* **Exercise instructions**:
What is needed is a single figure: how many lines of the records below contain the word "links".

* **Data records**:
______

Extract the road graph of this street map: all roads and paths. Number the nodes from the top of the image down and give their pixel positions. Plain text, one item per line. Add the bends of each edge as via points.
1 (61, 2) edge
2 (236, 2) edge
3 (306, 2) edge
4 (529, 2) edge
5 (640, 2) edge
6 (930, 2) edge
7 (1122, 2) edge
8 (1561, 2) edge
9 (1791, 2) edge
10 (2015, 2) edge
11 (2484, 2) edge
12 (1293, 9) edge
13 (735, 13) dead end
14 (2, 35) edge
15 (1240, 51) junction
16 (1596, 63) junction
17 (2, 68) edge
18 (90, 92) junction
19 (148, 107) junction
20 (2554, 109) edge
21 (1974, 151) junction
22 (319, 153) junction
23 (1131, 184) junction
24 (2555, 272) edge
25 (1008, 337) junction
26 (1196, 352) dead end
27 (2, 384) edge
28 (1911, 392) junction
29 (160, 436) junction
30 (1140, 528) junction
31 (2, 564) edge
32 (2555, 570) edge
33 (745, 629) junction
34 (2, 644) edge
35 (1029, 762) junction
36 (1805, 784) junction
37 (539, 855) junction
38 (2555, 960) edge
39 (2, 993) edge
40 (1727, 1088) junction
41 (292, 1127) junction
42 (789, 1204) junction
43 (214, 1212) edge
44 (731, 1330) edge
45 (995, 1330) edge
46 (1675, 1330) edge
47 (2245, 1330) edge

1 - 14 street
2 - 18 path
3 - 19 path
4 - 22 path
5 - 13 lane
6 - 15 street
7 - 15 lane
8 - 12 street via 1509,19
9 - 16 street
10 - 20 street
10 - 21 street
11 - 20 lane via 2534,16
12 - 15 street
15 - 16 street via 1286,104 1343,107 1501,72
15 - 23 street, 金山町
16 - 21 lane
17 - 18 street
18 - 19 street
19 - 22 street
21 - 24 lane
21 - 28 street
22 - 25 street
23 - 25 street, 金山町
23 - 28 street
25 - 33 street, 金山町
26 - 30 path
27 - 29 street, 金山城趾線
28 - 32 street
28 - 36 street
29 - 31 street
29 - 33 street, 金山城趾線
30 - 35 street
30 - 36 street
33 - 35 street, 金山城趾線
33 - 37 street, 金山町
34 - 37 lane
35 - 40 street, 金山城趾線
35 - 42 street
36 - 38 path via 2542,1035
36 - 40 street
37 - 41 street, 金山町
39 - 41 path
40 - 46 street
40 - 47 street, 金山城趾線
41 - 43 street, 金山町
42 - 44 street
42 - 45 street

______

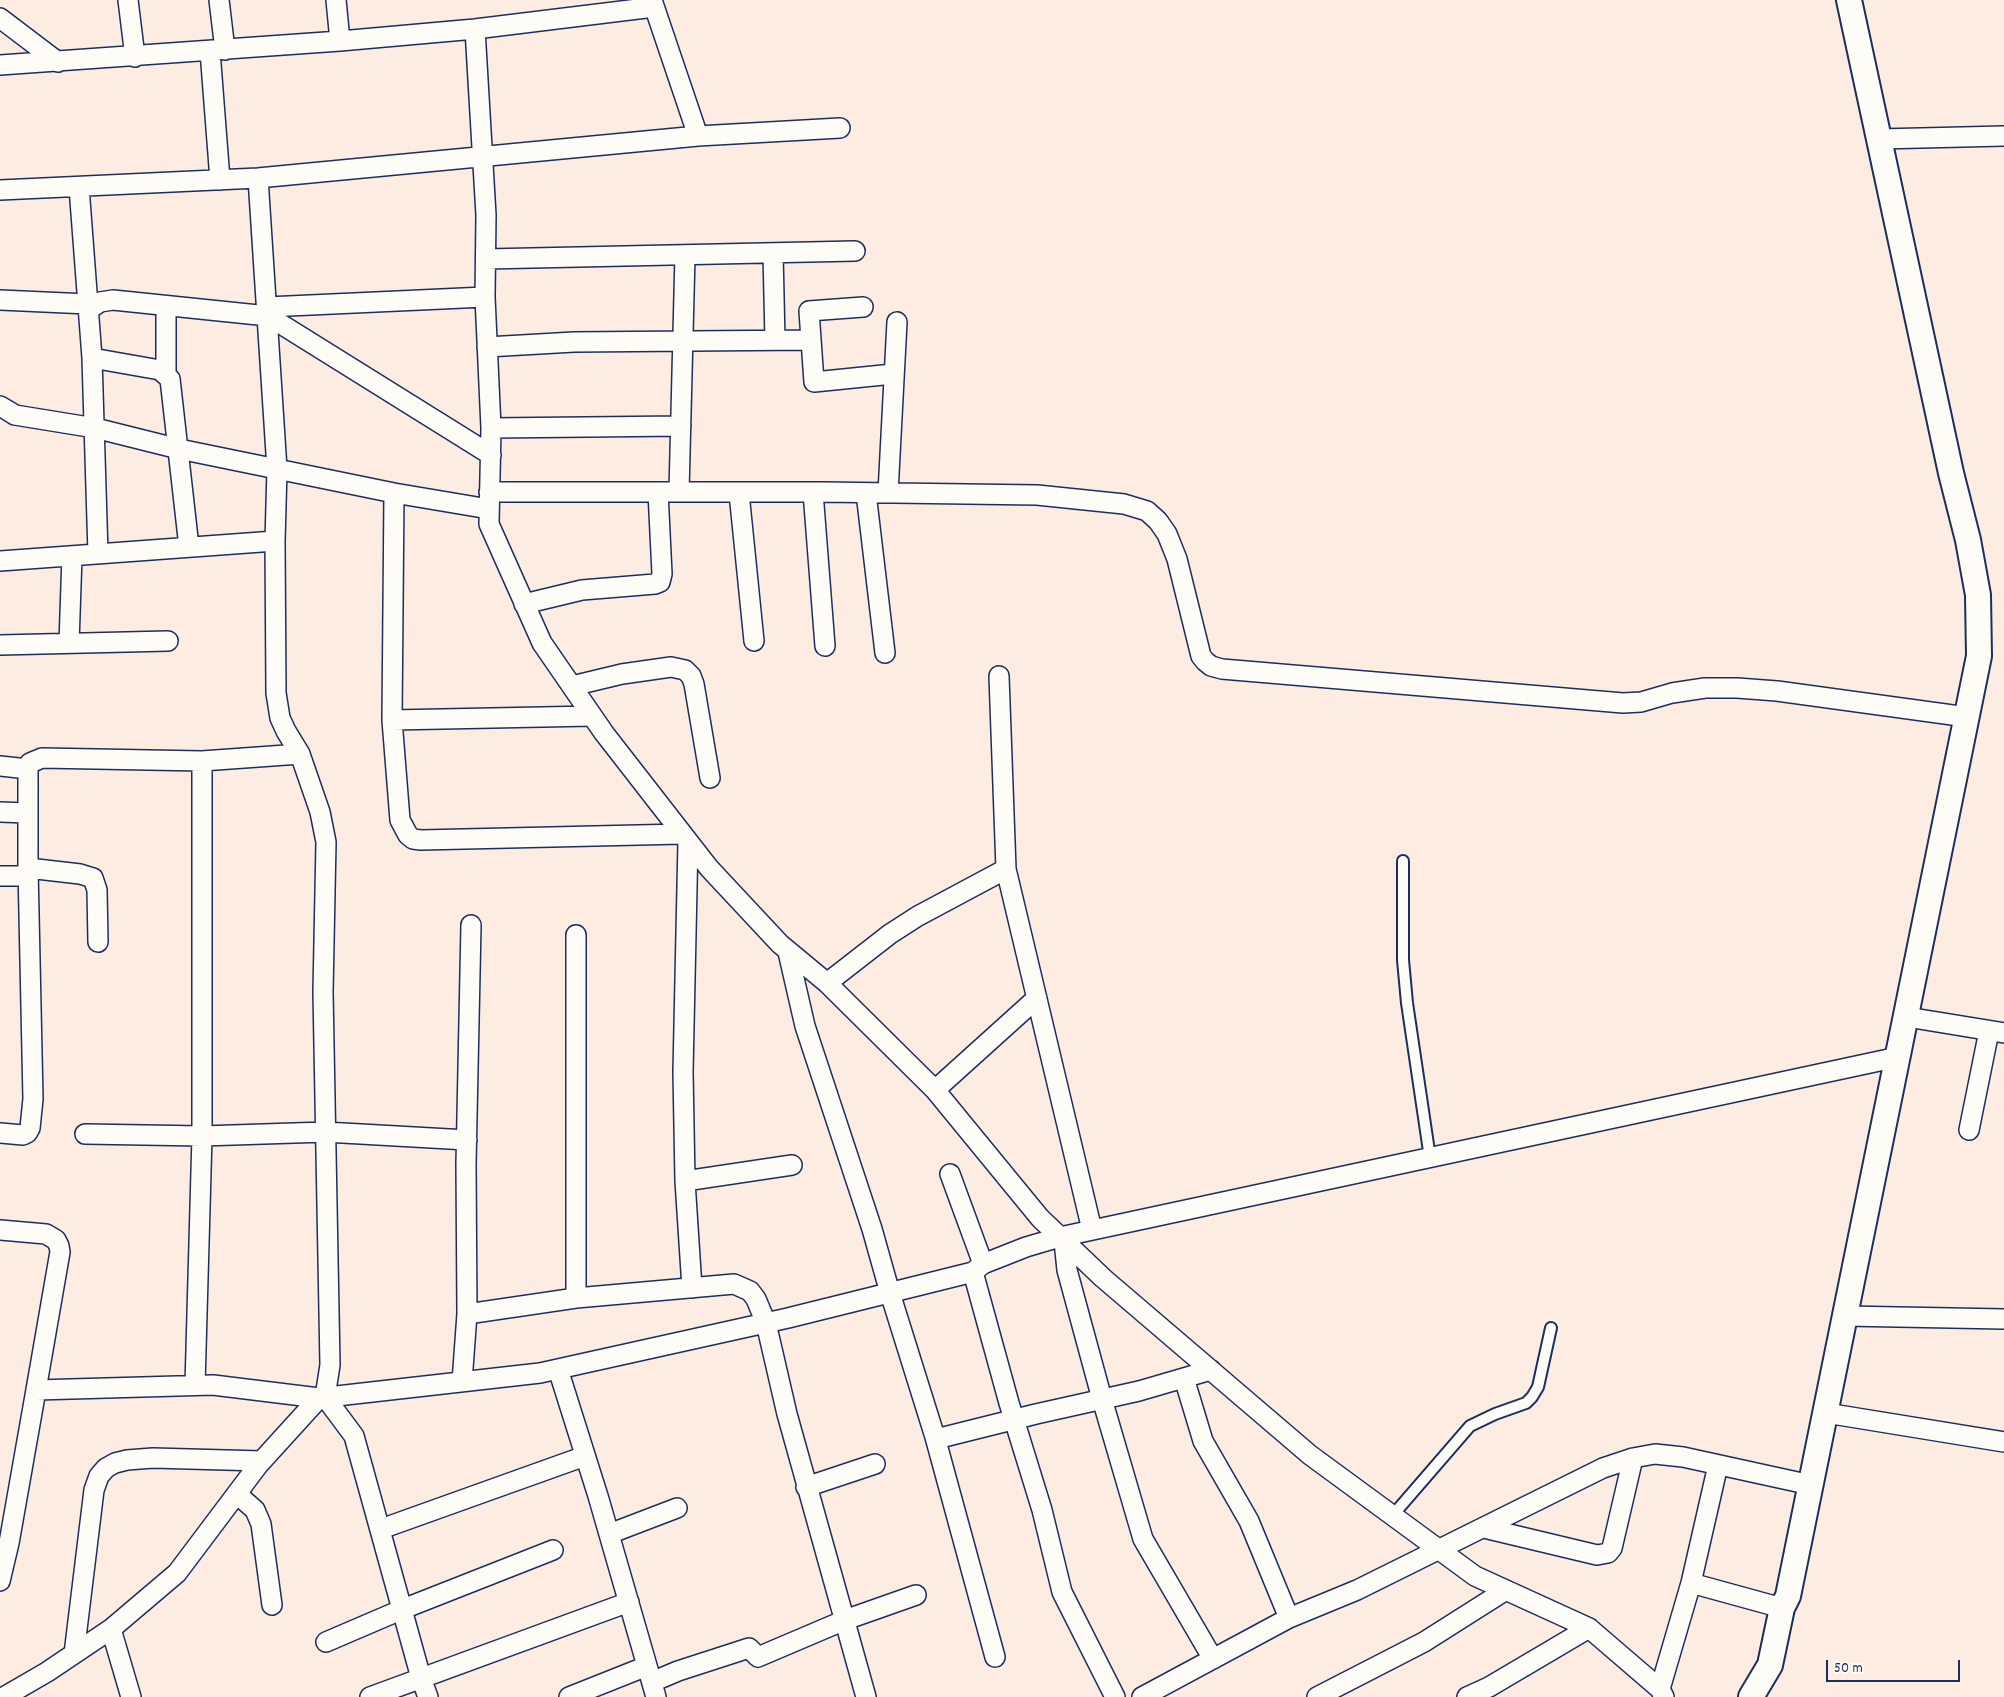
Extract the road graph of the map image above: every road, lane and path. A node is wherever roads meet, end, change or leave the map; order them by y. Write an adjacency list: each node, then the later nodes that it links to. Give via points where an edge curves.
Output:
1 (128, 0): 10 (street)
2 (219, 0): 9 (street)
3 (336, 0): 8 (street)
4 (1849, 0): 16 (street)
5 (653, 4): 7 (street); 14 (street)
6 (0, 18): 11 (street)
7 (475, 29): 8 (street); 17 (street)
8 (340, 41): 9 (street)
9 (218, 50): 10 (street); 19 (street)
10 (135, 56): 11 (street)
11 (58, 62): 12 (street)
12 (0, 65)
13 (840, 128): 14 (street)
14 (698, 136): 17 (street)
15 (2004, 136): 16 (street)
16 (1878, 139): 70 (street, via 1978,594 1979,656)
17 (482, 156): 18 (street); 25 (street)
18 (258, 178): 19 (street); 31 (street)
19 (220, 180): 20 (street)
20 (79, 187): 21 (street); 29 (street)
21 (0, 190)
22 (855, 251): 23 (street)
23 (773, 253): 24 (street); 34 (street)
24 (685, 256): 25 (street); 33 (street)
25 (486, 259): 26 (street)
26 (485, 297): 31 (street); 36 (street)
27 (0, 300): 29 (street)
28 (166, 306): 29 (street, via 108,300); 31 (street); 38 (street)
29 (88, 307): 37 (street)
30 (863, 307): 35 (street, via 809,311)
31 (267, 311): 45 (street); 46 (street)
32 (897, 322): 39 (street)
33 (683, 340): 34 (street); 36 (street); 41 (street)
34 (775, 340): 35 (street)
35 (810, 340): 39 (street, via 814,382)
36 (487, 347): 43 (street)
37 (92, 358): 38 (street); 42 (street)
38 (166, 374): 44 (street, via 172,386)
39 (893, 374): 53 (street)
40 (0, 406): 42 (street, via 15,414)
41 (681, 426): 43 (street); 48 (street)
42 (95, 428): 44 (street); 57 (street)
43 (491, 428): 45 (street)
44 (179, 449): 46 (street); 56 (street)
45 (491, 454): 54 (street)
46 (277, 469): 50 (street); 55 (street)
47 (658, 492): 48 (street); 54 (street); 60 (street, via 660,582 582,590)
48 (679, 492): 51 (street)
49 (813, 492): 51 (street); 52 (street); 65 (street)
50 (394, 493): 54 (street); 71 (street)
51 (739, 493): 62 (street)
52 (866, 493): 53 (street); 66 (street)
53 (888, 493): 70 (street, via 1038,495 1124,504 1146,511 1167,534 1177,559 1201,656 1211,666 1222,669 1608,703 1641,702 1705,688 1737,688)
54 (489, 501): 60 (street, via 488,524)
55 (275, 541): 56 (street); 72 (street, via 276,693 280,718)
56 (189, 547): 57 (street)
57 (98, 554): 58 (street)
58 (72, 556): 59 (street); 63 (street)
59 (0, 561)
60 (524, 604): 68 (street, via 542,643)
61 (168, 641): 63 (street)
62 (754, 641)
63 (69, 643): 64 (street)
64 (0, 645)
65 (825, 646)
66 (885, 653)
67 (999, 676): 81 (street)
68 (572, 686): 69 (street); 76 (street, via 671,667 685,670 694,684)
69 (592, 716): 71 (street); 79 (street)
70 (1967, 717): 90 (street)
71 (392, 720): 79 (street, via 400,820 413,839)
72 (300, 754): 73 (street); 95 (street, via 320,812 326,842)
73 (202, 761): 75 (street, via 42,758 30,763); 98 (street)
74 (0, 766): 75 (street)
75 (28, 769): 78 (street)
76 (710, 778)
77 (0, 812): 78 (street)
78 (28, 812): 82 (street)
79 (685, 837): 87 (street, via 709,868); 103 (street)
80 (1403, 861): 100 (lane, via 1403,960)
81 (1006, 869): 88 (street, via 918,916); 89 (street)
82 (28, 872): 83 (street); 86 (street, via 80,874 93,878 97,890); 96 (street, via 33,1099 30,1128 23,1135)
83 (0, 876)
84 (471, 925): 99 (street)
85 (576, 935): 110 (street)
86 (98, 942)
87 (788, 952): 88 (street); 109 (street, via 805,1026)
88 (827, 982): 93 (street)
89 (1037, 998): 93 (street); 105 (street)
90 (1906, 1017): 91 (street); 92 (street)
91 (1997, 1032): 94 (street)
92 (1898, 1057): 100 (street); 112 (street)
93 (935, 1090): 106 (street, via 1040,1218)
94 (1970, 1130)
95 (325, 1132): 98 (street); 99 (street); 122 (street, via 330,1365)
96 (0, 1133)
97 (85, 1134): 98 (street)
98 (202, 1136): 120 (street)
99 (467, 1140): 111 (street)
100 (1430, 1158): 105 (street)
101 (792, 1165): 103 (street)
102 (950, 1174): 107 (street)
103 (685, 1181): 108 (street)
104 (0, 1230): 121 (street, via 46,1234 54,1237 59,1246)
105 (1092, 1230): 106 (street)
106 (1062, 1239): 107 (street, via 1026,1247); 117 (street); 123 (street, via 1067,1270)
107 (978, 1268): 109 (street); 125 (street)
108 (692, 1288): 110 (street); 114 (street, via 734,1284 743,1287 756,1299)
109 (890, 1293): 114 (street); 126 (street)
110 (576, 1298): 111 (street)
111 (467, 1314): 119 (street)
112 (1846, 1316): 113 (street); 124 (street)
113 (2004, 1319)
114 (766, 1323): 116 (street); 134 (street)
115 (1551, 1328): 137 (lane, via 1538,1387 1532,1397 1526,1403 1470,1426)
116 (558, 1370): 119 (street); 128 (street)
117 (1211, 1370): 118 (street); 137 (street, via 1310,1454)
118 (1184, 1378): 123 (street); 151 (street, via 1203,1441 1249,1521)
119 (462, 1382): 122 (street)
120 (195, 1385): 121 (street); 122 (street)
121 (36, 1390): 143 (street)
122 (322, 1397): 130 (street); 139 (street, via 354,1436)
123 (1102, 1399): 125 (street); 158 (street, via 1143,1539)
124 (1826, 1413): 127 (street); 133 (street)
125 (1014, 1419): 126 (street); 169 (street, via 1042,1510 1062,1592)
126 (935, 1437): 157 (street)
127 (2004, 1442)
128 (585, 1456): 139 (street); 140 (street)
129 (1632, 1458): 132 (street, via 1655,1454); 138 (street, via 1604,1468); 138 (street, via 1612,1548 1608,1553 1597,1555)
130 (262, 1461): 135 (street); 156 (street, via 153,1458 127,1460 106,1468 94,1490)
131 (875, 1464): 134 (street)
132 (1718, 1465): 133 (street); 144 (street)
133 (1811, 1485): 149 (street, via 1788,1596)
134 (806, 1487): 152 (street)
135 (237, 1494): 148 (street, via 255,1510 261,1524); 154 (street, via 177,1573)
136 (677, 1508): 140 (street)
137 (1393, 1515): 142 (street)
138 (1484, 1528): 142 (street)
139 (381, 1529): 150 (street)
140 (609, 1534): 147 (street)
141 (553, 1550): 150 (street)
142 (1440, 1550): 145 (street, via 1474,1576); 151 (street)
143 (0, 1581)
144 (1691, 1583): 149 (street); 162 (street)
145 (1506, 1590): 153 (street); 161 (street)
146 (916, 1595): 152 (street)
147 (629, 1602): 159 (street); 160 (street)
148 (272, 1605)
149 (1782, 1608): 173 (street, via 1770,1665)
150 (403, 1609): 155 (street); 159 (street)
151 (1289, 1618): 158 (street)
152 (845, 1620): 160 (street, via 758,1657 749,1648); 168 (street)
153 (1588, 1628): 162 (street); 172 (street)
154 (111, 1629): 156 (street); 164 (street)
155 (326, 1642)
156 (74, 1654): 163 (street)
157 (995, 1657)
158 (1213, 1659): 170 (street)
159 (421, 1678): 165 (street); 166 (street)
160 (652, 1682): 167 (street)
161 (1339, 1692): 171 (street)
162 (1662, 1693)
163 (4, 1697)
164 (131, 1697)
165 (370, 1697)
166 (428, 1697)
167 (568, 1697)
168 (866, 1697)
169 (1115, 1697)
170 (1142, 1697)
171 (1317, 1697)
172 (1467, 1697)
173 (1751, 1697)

______

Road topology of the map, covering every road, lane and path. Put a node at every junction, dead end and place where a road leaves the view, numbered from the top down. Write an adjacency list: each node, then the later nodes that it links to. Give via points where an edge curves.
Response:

______

* **Written answer**:
2